鬱の症状の方は、脳内で分泌されるセロトニンやノルアドレナリンが低下するといわれています。脳内では、低下を補うためにセロトニンやノルアドレナリンを再分泌されるのですが、分泌されるとそれらの分泌物を取り込むレセプターにより、さらに吸収されてしまうという悪循環に陥ります。出しても吸収されてしまうなら、分泌をやめてしまえ…

それによって、どんどん気分が落ちこんでいってしまうということになります。

抗うつ薬は、レセプターによって分泌物が吸収されることを防ぎ、脳内にセロトニンやノルアドレナリンを留まりやすくする薬となります。

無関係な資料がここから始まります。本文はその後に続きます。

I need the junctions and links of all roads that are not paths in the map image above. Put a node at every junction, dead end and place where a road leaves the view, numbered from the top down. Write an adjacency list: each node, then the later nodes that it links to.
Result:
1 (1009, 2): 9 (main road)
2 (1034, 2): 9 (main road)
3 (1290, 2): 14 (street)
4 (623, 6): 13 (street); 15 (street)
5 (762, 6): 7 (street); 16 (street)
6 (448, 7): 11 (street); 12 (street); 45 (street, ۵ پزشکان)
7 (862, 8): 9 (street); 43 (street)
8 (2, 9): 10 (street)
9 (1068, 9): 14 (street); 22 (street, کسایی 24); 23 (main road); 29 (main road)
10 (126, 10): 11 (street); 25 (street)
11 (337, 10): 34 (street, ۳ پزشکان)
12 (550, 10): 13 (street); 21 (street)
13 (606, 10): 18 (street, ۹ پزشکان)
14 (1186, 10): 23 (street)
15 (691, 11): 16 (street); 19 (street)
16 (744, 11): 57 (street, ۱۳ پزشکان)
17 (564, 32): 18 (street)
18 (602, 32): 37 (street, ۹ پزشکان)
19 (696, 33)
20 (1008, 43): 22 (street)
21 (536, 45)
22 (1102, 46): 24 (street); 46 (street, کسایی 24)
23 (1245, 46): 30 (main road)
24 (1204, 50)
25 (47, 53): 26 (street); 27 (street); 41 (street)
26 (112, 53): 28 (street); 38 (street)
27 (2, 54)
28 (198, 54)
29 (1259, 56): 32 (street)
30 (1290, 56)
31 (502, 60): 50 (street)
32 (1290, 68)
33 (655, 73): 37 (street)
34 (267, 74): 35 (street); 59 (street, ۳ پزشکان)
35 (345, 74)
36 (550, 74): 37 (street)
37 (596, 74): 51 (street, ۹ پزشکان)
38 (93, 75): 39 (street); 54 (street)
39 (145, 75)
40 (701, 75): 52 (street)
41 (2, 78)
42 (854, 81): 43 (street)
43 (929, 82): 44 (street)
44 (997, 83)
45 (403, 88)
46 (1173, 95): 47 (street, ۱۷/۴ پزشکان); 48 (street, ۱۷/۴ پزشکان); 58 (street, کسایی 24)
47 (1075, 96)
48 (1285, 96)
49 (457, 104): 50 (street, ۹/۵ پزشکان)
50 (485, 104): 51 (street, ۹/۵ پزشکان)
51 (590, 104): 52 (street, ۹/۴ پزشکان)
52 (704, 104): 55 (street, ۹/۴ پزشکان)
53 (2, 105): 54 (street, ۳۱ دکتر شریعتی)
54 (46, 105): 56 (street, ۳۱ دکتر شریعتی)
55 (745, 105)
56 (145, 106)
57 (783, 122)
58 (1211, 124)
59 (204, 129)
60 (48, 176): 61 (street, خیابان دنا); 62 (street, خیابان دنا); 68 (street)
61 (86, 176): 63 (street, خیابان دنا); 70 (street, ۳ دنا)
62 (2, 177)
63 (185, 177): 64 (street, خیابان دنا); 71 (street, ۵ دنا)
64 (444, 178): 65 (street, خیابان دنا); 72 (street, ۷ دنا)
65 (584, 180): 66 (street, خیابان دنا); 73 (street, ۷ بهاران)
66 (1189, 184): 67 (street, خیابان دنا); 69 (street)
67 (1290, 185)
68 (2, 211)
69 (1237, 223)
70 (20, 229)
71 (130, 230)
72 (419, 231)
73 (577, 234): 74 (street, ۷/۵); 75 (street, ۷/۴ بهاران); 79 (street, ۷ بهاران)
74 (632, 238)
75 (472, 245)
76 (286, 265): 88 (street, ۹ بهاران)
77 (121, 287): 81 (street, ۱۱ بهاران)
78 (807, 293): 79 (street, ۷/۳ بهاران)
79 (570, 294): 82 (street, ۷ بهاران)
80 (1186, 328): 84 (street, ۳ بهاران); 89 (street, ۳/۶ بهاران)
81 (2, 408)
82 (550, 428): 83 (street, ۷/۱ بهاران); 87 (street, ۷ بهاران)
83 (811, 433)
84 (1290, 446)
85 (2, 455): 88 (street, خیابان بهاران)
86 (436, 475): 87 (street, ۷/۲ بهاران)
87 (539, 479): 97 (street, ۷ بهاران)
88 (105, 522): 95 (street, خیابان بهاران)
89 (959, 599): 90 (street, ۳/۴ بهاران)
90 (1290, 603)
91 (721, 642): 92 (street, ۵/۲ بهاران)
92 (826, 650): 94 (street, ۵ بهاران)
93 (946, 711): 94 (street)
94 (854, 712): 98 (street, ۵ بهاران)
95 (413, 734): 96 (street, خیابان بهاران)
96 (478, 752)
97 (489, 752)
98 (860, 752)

最近、慢性の痛み、慢性の腰痛や坐骨神経痛などの患者さんにも、抗うつ薬が処方されるようになってきました。

このセロトニンやノルアドレナリン(抑制性と興奮性の違い、分泌されるところが脳内でも違うので、同じで扱うのは微妙なのですが、詳しく書くとややこしくなるので割愛します)は、気分の落ち込みと関係するだけでなく、痛みの抑制にも働きます。
つまり慢性痛の患者さんは、脳内のセロトニンやノルアドレナリンの量が少ないから、痛みを感じてしまう。だったら、セロトニンやノルアドレナリンの量を増やしましょう。

といった理由で、処方されるようになったということです。

セロトニンの低下で、腰痛がひどくなるのか…長引くのか…。それ以外でもやれることがあるのではないか。選択肢の一つとしてはいいかもしれません。実際に精神的な部分を伴う方には有効かもしれません。

例えばセロトニンの吸収を抑えるだけの薬、ノルアドレナリンの吸収を抑えるだけの薬、両方の吸収を抑えるだけの薬もあります。当然ですが、全てにこれらの薬が当てはまらないとおっしゃっていました。あくまでも、ラットによる実験によるデータで、それが人間にそのまま当てはまるかというと、疑問があるという見解でした。

つまり、痛みが長引いている、だから抗うつ薬を処方というのは、どうなんだ?ということになります。


実際に、精神疾患で入院患者さんを診ている先生は、そういった薬を患者さんに実際に処方されています。入院患者さんですから、腰や背中も痛くなるのかもしれません。

上の理屈が正しければ、そういった患者さんの痛みも良くなるということになりますが、そうではないのを日常で経験されているから、冒頭のお言葉になったのかもしれません。

人間の体は、複雑です。複雑な感情とも連動します。ラットにはない感情です。データ通り、教科書通りにはいかないこともあります。

改めて、症状だけでなく、人を診る大切さを実感した気がします。